Den Kampf gegen Prostatakrebs auf natürliche Weise unterstützen
Gesundheit, Gesundheit & Fitness, Heilen, Behandlung, Sport | No Comments | 29 Dezember 2009
Kaffee und Sport gegen Prostatakrebs
Ist Kaffee nun gesund oder nicht? Widersprüchliche Meinungen dazu sind bekannt. Amerikanische Wissenschaftler haben jetzt herausgefunden, dass Kaffee vor Prostatakrebs schützt. Wie Untersuchungen an der Harvard Universität in Boston ergeben haben, senkt Kaffee die Wahrscheinlichkeit des Ausbruchs um 60 Prozent. In Ergänzung mit regelmäßigem Sport verringern Patienten, bei denen Prostatakrebs bereits ausgebrochen ist, ihr Sterberisiko.
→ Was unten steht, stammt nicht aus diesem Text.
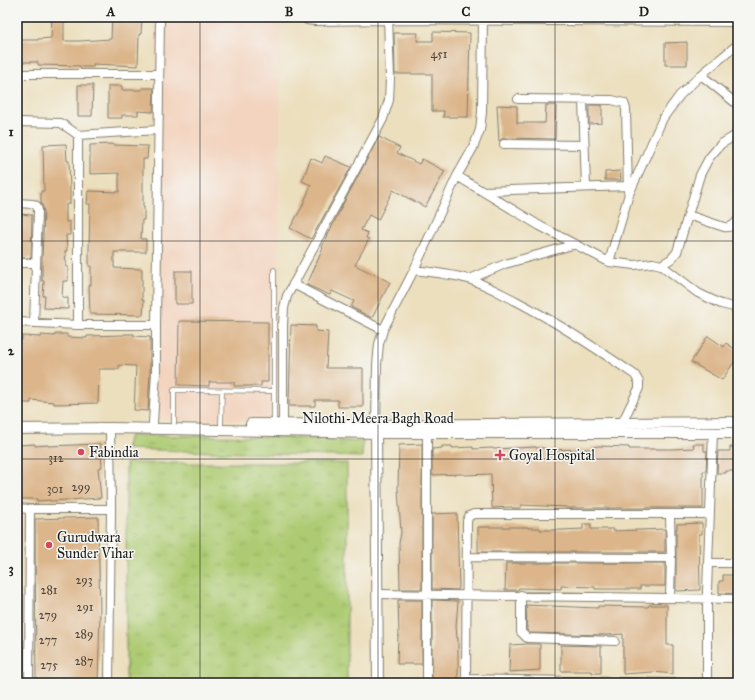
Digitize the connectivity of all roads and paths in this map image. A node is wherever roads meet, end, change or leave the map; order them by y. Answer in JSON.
{"nodes":[{"id":1,"x":160,"y":17,"type":"edge"},
{"id":2,"x":306,"y":17,"type":"edge"},
{"id":3,"x":388,"y":18,"type":"edge"},
{"id":4,"x":483,"y":19,"type":"edge"},
{"id":5,"x":575,"y":19,"type":"edge"},
{"id":6,"x":673,"y":20,"type":"edge"},
{"id":7,"x":738,"y":22,"type":"edge"},
{"id":8,"x":738,"y":44,"type":"edge"},
{"id":9,"x":17,"y":74,"type":"edge"},
{"id":10,"x":159,"y":74,"type":"junction"},
{"id":11,"x":701,"y":75,"type":"junction"},
{"id":12,"x":518,"y":99,"type":"dead end"},
{"id":13,"x":583,"y":100,"type":"junction"},
{"id":14,"x":738,"y":105,"type":"edge"},
{"id":15,"x":17,"y":122,"type":"edge"},
{"id":16,"x":158,"y":130,"type":"junction"},
{"id":17,"x":738,"y":134,"type":"edge"},
{"id":18,"x":78,"y":135,"type":"junction"},
{"id":19,"x":504,"y":144,"type":"dead end"},
{"id":20,"x":584,"y":144,"type":"junction"},
{"id":21,"x":457,"y":176,"type":"junction"},
{"id":22,"x":586,"y":188,"type":"junction"},
{"id":23,"x":628,"y":190,"type":"junction"},
{"id":24,"x":482,"y":191,"type":"junction"},
{"id":25,"x":17,"y":203,"type":"edge"},
{"id":26,"x":688,"y":216,"type":"junction"},
{"id":27,"x":738,"y":220,"type":"edge"},
{"id":28,"x":576,"y":244,"type":"junction"},
{"id":29,"x":609,"y":262,"type":"junction"},
{"id":30,"x":17,"y":263,"type":"edge"},
{"id":31,"x":36,"y":263,"type":"junction"},
{"id":32,"x":661,"y":265,"type":"junction"},
{"id":33,"x":274,"y":270,"type":"dead end"},
{"id":34,"x":414,"y":270,"type":"junction"},
{"id":35,"x":470,"y":280,"type":"junction"},
{"id":36,"x":293,"y":284,"type":"junction"},
{"id":37,"x":738,"y":308,"type":"edge"},
{"id":38,"x":17,"y":322,"type":"edge"},
{"id":39,"x":34,"y":323,"type":"junction"},
{"id":40,"x":78,"y":325,"type":"junction"},
{"id":41,"x":156,"y":325,"type":"junction"},
{"id":42,"x":383,"y":330,"type":"junction"},
{"id":43,"x":222,"y":391,"type":"junction"},
{"id":44,"x":274,"y":391,"type":"junction"},
{"id":45,"x":738,"y":422,"type":"edge"},
{"id":46,"x":17,"y":423,"type":"edge"},
{"id":47,"x":153,"y":423,"type":"junction"},
{"id":48,"x":174,"y":423,"type":"junction"},
{"id":49,"x":221,"y":424,"type":"junction"},
{"id":50,"x":280,"y":426,"type":"junction"},
{"id":51,"x":622,"y":427,"type":"junction"},
{"id":52,"x":110,"y":428,"type":"junction"},
{"id":53,"x":17,"y":429,"type":"edge"},
{"id":54,"x":376,"y":429,"type":"junction"},
{"id":55,"x":427,"y":433,"type":"junction"},
{"id":56,"x":713,"y":433,"type":"junction"},
{"id":57,"x":738,"y":433,"type":"edge"},
{"id":58,"x":17,"y":508,"type":"edge"},
{"id":59,"x":30,"y":509,"type":"junction"},
{"id":60,"x":111,"y":509,"type":"junction"},
{"id":61,"x":670,"y":514,"type":"junction"},
{"id":62,"x":710,"y":514,"type":"junction"},
{"id":63,"x":467,"y":557,"type":"junction"},
{"id":64,"x":672,"y":558,"type":"junction"},
{"id":65,"x":708,"y":563,"type":"junction"},
{"id":66,"x":738,"y":563,"type":"edge"},
{"id":67,"x":378,"y":594,"type":"junction"},
{"id":68,"x":427,"y":594,"type":"junction"},
{"id":69,"x":466,"y":594,"type":"junction"},
{"id":70,"x":522,"y":595,"type":"junction"},
{"id":71,"x":670,"y":597,"type":"junction"},
{"id":72,"x":708,"y":598,"type":"junction"},
{"id":73,"x":738,"y":599,"type":"edge"},
{"id":74,"x":614,"y":640,"type":"dead end"},
{"id":75,"x":29,"y":683,"type":"edge"},
{"id":76,"x":109,"y":683,"type":"edge"},
{"id":77,"x":378,"y":683,"type":"edge"},
{"id":78,"x":427,"y":683,"type":"edge"},
{"id":79,"x":676,"y":683,"type":"edge"},
{"id":80,"x":707,"y":683,"type":"edge"}],
"edges":[{"from":1,"to":10,"type":"street"},
{"from":2,"to":3,"type":"street"},
{"from":3,"to":4,"type":"street"},
{"from":3,"to":36,"type":"street"},
{"from":4,"to":5,"type":"street"},
{"from":4,"to":21,"type":"street"},
{"from":5,"to":6,"type":"street"},
{"from":6,"to":7,"type":"street"},
{"from":8,"to":11,"type":"street"},
{"from":9,"to":10,"type":"street"},
{"from":10,"to":16,"type":"street"},
{"from":11,"to":14,"type":"street"},
{"from":11,"to":23,"type":"street"},
{"from":12,"to":13,"type":"street"},
{"from":13,"to":20,"type":"street"},
{"from":13,"to":23,"type":"street"},
{"from":15,"to":18,"type":"street"},
{"from":16,"to":18,"type":"street"},
{"from":16,"to":41,"type":"street"},
{"from":17,"to":26,"type":"street"},
{"from":18,"to":40,"type":"street"},
{"from":19,"to":20,"type":"street"},
{"from":20,"to":22,"type":"street"},
{"from":21,"to":24,"type":"street"},
{"from":21,"to":34,"type":"street"},
{"from":22,"to":23,"type":"street"},
{"from":22,"to":24,"type":"street"},
{"from":23,"to":29,"type":"street"},
{"from":24,"to":28,"type":"street"},
{"from":25,"to":31,"type":"street"},
{"from":26,"to":27,"type":"street"},
{"from":26,"to":32,"type":"street"},
{"from":28,"to":29,"type":"street"},
{"from":28,"to":35,"type":"street"},
{"from":29,"to":32,"type":"street"},
{"from":30,"to":31,"type":"street"},
{"from":31,"to":39,"type":"street"},
{"from":32,"to":37,"type":"street"},
{"from":33,"to":44,"type":"lane"},
{"from":34,"to":35,"type":"street"},
{"from":34,"to":42,"type":"street"},
{"from":35,"to":51,"type":"street"},
{"from":36,"to":42,"type":"street"},
{"from":36,"to":50,"type":"street"},
{"from":38,"to":39,"type":"street"},
{"from":39,"to":40,"type":"street"},
{"from":40,"to":41,"type":"street"},
{"from":41,"to":47,"type":"street"},
{"from":42,"to":54,"type":"street"},
{"from":43,"to":44,"type":"lane"},
{"from":43,"to":48,"type":"lane"},
{"from":43,"to":49,"type":"lane"},
{"from":44,"to":50,"type":"lane"},
{"from":45,"to":51,"type":"street","name":"Nilothi-Meera Bagh Road"},
{"from":46,"to":47,"type":"street","name":"Nilothi-Meera Bagh Road"},
{"from":47,"to":48,"type":"street","name":"Nilothi-Meera Bagh Road"},
{"from":48,"to":49,"type":"street","name":"Nilothi-Meera Bagh Road"},
{"from":49,"to":50,"type":"street","name":"Nilothi-Meera Bagh Road"},
{"from":50,"to":52,"type":"street","name":"Nilothi-Meera Bagh Road"},
{"from":50,"to":54,"type":"street","name":"Nilothi-Meera Bagh Road"},
{"from":51,"to":54,"type":"street","name":"Nilothi-Meera Bagh Road"},
{"from":51,"to":55,"type":"street","name":"Nilothi-Meera Bagh Road"},
{"from":51,"to":56,"type":"street","name":"Nilothi-Meera Bagh Road"},
{"from":52,"to":53,"type":"street","name":"Nilothi-Meera Bagh Road"},
{"from":52,"to":60,"type":"street"},
{"from":54,"to":55,"type":"street","name":"Nilothi-Meera Bagh Road"},
{"from":54,"to":67,"type":"street"},
{"from":55,"to":68,"type":"street"},
{"from":56,"to":57,"type":"street","name":"Nilothi-Meera Bagh Road"},
{"from":56,"to":62,"type":"street"},
{"from":58,"to":59,"type":"street"},
{"from":59,"to":60,"type":"street"},
{"from":59,"to":75,"type":"street"},
{"from":60,"to":76,"type":"street"},
{"from":61,"to":62,"type":"street"},
{"from":61,"to":63,"type":"street"},
{"from":61,"to":64,"type":"street"},
{"from":62,"to":65,"type":"street"},
{"from":63,"to":64,"type":"street"},
{"from":63,"to":69,"type":"street"},
{"from":64,"to":71,"type":"street"},
{"from":65,"to":66,"type":"street"},
{"from":65,"to":72,"type":"street"},
{"from":67,"to":68,"type":"street"},
{"from":67,"to":77,"type":"street"},
{"from":68,"to":69,"type":"street"},
{"from":68,"to":78,"type":"street"},
{"from":69,"to":70,"type":"street"},
{"from":69,"to":79,"type":"street"},
{"from":70,"to":71,"type":"street"},
{"from":70,"to":74,"type":"street"},
{"from":71,"to":72,"type":"street"},
{"from":72,"to":73,"type":"street"},
{"from":72,"to":80,"type":"street"}]}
Seit 1986 erfassen die Wissenschaftler ihre Ergebnisse in der Health Professionals Follow-up Study. Dazu befragen sie etwa 50.000 Teilnehmer, die selbst einen Heilberuf ausüben. Hauptaugenmerk liegt auf den persönlichen Risikomerkmalen und Lebensgewohnheiten der intervieweten Ärzte, Apotheker, Orthopäden oder Optiker. Trotze dieser Erkenntnis sind die Hintergründe zum Ausbruch und Verlauf von prostatakrebs noch nicht ausreichend erforscht. So wird lediglich vermutet, dass Kaffee eine positive Wirkung auf den Insulin- und Glukosestoffwechsel hat. Das Ärzteblatt www.private-krankenversicherung.de veröffentlichte in seiner Online-Ausgabe zum Beisipel die Information, dass Kaffeeliebhaber weniger oft an Diabetes erkranken.
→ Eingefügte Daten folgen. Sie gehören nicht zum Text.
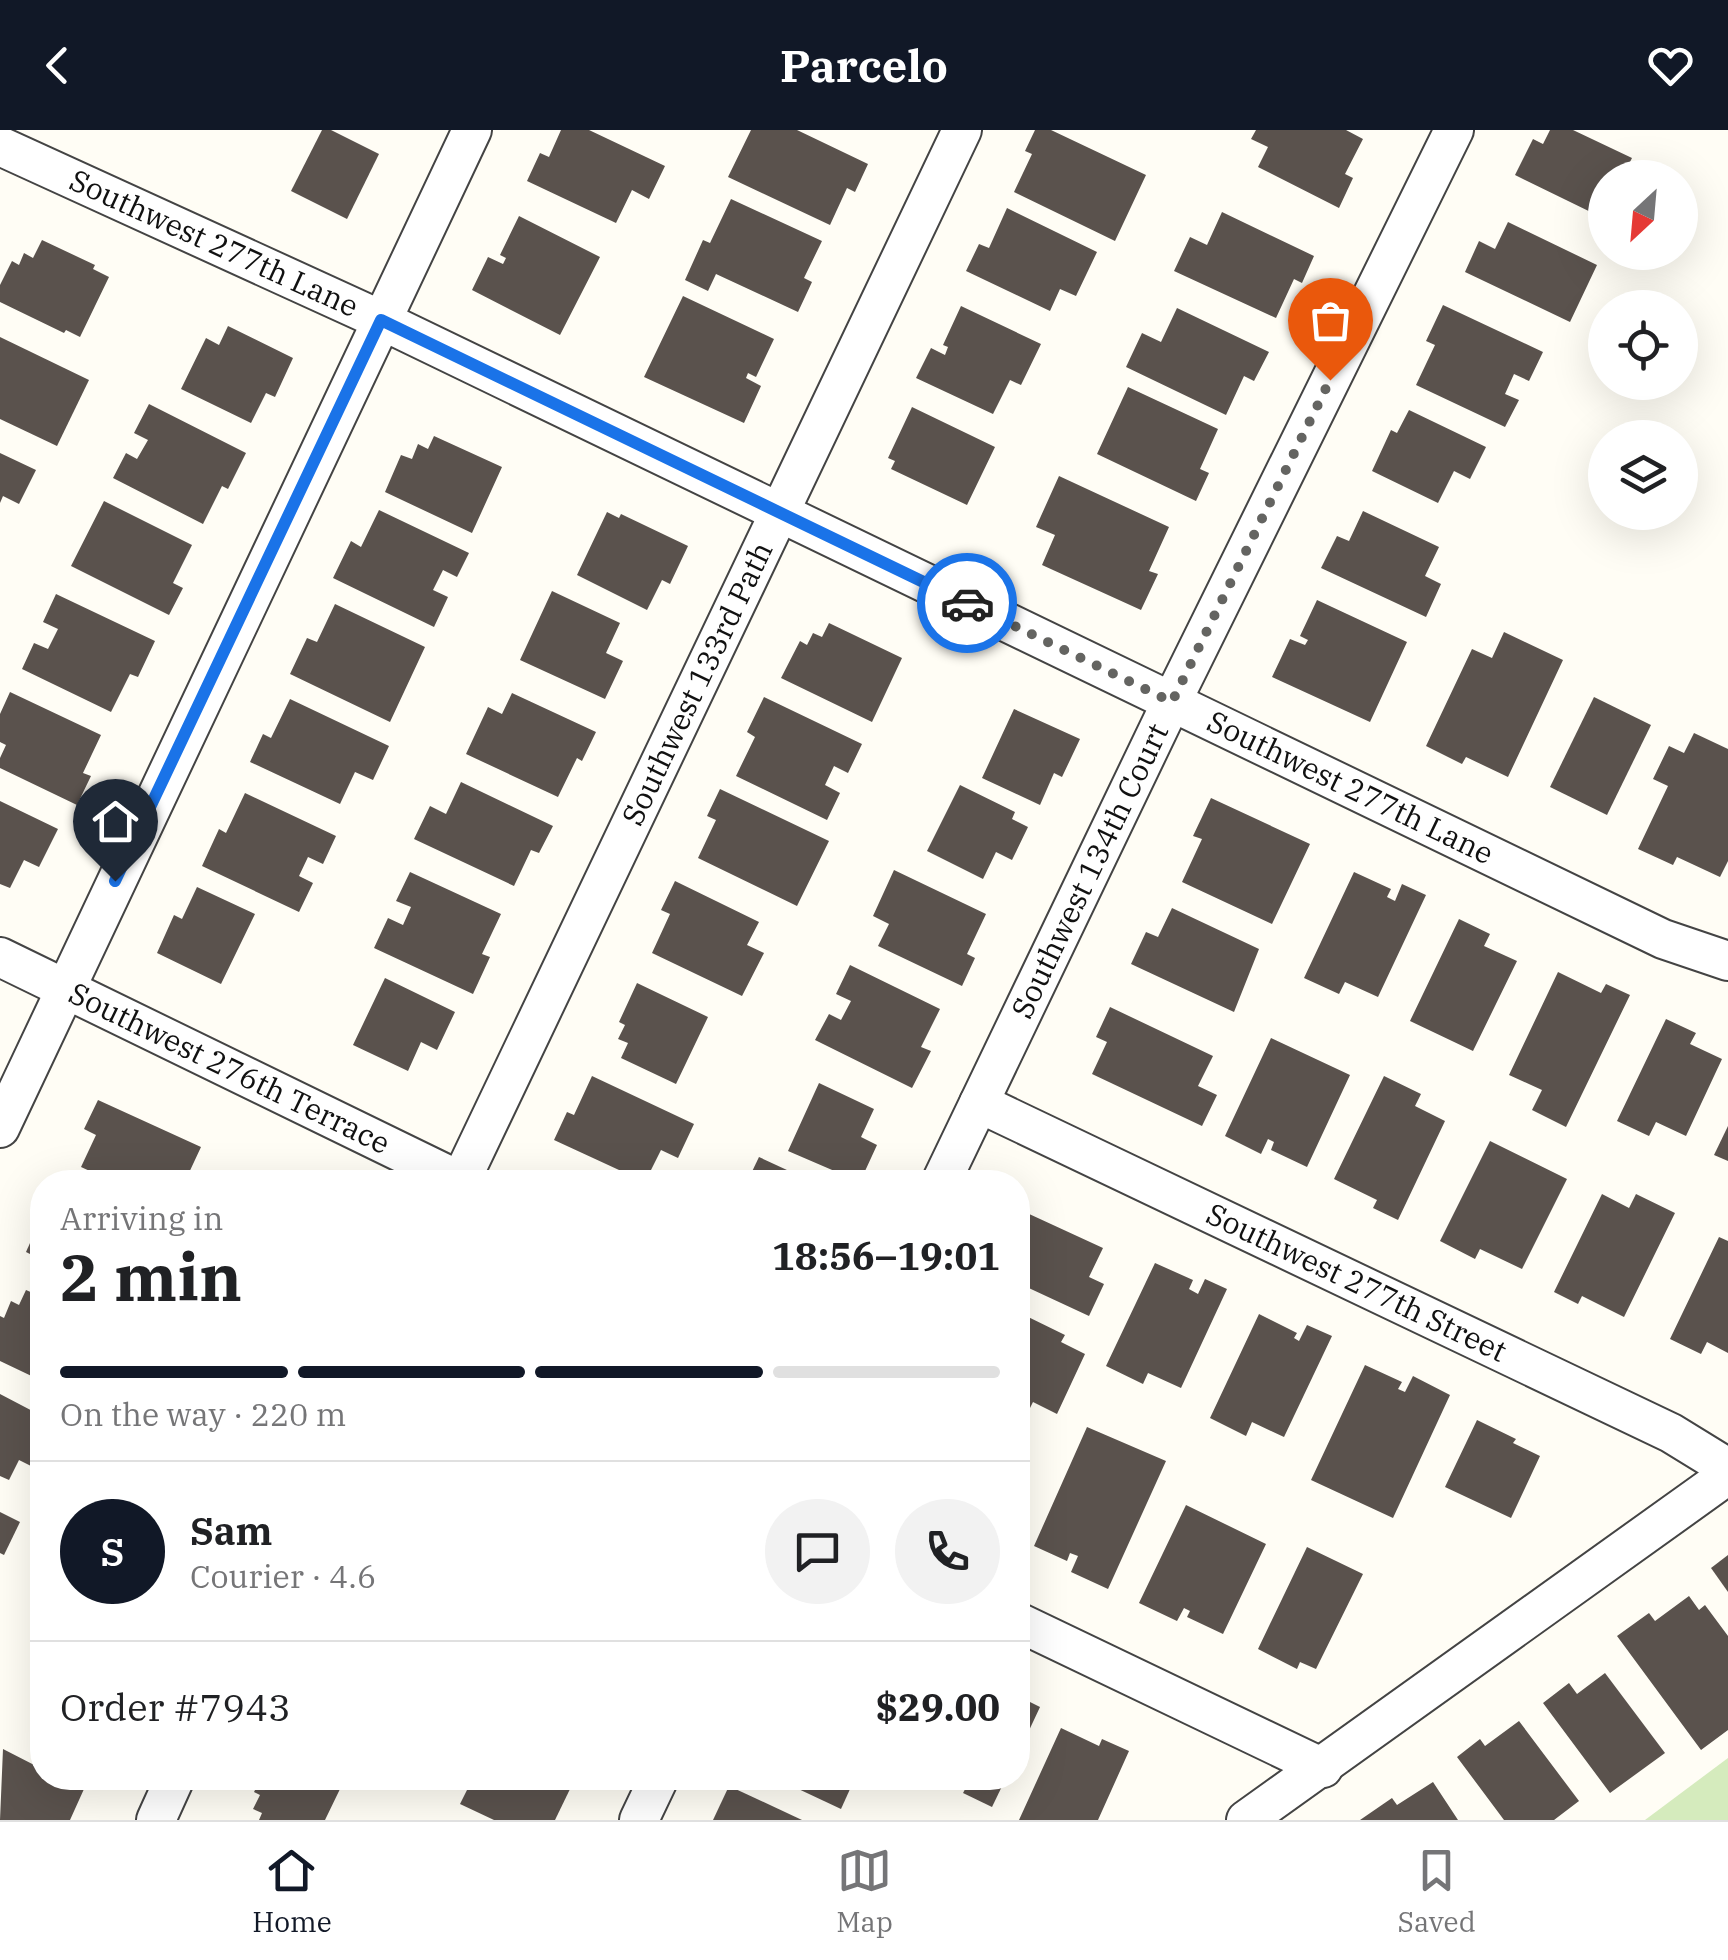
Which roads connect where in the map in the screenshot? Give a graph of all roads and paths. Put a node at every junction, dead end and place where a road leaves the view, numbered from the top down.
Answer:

So stark lässt sich das Sterberisiko bei Prostatakrebs senken – allein durch Sport
Die sogenannten metabolischen Äquivalente dienen als Grundlage zur Berechnung des Risikos, an Prostatakrebszu sterben. Beispielsweise bedeutet 90-minütiges schnelles Gehen ein um 51 Prozent geringeres Sterberisiko, vorausgesetzt, die Betroffenenen bewegen sich regemäßig, also mindestens ein Mal in der Woche.